The realization hit me like a physical blow—we'd been thinking too small, too late. My father hadn't waited for the formal start of the Games. He'd moved his pieces into position hours ago, probably while we were still making our way through the tunnels.
"How long until the Games begin?" I asked our guide, though I dreaded the answer.
“Within the hour,” she said.
I felt Livia's hand slip into mine, her fingers cold as ice. Through our connection, I could sense her devastation—not just at the tactical failure, but at the knowledge that hundreds of innocent people were now trapped in the arena complex, waiting to die for entertainment.
"The holding pens beneath the Colosseum," I said, my voice hollow. "That's where they'll be. Underground chambers designed to keep gladiators and beasts separated until showtime."

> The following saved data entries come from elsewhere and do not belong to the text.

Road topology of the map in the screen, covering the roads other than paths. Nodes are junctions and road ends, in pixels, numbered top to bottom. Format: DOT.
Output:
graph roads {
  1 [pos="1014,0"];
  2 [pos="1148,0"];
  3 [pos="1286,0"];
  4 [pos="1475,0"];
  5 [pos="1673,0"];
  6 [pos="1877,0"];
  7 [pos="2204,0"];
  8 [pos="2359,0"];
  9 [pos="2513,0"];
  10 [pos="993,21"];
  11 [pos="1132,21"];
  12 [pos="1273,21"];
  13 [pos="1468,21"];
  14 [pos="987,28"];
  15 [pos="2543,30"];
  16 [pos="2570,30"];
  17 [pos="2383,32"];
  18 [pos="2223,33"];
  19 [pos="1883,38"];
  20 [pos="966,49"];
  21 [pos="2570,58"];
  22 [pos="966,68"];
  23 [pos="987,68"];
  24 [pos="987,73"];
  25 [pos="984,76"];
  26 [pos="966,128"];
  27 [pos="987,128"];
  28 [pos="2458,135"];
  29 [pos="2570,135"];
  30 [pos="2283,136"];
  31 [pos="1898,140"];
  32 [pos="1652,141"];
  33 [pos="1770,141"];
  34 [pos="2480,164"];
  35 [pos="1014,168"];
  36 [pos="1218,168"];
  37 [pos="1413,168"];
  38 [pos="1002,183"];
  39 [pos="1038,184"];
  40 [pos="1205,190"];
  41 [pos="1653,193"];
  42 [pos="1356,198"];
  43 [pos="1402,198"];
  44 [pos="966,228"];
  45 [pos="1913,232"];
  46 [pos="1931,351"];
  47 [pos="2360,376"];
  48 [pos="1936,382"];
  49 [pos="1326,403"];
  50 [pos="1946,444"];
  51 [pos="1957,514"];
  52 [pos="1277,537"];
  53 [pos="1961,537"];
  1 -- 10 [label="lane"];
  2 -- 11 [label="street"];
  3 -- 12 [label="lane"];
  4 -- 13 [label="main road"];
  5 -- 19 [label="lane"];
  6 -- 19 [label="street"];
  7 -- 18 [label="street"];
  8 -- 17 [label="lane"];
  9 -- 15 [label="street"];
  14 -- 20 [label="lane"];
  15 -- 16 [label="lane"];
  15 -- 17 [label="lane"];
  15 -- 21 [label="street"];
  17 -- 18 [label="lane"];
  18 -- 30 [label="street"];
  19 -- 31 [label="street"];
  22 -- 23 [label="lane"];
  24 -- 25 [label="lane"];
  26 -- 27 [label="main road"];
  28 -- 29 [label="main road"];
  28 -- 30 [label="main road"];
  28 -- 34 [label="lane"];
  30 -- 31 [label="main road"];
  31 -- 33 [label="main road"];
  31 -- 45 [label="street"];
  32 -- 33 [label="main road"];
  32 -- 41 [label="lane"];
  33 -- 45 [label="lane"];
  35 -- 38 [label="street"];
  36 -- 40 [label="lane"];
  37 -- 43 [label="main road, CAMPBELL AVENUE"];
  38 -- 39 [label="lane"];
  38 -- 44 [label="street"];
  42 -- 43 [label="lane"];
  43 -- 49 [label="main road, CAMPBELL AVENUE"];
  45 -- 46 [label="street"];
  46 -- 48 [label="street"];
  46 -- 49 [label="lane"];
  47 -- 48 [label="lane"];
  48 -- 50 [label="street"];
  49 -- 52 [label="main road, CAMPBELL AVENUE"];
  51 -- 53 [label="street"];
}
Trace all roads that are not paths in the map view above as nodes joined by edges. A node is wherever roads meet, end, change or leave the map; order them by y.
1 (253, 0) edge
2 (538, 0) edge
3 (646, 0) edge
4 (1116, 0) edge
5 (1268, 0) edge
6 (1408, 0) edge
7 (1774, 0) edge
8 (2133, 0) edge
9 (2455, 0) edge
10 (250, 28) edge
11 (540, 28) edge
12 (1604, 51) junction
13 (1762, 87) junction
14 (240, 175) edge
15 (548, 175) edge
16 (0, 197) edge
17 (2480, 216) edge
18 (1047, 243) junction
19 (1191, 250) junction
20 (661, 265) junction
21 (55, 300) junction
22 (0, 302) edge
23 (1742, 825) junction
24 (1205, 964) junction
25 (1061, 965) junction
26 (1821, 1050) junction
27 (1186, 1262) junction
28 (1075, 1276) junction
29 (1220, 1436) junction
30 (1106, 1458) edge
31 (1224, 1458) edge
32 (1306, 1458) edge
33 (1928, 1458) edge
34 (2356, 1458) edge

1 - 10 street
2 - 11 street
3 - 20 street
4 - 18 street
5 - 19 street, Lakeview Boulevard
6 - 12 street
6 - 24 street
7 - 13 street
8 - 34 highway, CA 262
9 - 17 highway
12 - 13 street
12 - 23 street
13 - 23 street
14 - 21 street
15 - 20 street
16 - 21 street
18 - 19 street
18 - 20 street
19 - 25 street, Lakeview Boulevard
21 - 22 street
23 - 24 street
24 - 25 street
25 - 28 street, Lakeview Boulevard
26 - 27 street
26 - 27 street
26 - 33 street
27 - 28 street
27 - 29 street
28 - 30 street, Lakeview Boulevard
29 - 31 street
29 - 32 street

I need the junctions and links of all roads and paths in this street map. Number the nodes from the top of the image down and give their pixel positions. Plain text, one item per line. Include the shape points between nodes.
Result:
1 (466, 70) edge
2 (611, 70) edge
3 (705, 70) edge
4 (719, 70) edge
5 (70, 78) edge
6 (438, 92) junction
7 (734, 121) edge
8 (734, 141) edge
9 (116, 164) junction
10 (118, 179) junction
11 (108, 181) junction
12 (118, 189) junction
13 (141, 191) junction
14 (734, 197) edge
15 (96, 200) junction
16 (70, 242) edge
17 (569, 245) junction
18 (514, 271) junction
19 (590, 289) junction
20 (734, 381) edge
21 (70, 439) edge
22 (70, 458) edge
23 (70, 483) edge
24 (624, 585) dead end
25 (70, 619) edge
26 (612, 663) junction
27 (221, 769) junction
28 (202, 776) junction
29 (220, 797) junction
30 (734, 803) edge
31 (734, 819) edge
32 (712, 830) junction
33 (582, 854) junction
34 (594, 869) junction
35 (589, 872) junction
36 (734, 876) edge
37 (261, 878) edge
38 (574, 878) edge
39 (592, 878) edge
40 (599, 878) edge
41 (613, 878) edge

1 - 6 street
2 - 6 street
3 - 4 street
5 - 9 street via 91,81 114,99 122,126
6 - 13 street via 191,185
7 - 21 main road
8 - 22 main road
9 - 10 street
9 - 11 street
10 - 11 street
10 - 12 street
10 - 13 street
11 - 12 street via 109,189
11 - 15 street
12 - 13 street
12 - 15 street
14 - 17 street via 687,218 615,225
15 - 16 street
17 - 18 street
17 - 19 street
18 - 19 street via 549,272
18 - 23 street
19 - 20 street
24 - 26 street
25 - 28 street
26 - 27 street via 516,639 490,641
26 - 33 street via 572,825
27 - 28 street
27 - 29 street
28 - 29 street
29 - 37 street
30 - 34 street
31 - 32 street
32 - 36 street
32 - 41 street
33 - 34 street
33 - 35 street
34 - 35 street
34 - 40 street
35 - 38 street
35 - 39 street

"Can we reach them?" Marcus asked, though I could see in his eyes that he already knew the answer.
I nodded. “There’s a tunnel reserved for the Imperial Family and their bodyguards. It leads from the Palace to the arena, but we’ll need to move through the Palace to get to the entrance.”
The journey through the service tunnels was a nightmare of cramped passages and oppressive darkness. Our guides led us through routes meant for servants and supplies, narrow corridors that hadn't seen proper maintenance in decades. The smell of damp stone mingled with less pleasant odours—rotting food, human waste, the lingering scent of fear that seemed to permeate the very walls.
Above us, the festival continued in full swing. The sounds filtered down through stone and timber—laughter, music, the occasional crash of fireworks that made us all freeze and reach for weapons before realizing the source. The contrast was maddening: joy and celebration mere feet above our heads while we crawled through tunnels like rats.
"The irony," I muttered to Livia as we squeezed through a particularly narrow passage, "is that half those people celebrating would probably join us if they knew what was really happening below their feet."
"Would they?" she asked. "Or would they choose comfortable ignorance over dangerous truth?"
It was a fair question, and one I wasn't sure I wanted the answer to. How many Imperial citizens knew about the dragon collars and simply chose not to care? How many had seen Talfen prisoners and convinced themselves they deserved their fate?
We emerged into a wider corridor that I recognized from childhood explorations—part of the palace's lower levels, where servants and slaves moved like ghosts through the palace. Our guides had brought us to within striking distance of the arena complex, but they could go no further.
"From here, you're on your own," the woman whispered. "May the old gods watch over you."
They melted back into the shadows, leaving us alone with the weight of what came next. The corridor stretched ahead, dimly lit by oil lamps that threw dancing shadows on the walls. Somewhere beyond lay the arena, the prisoners, and my father's ultimate display of power.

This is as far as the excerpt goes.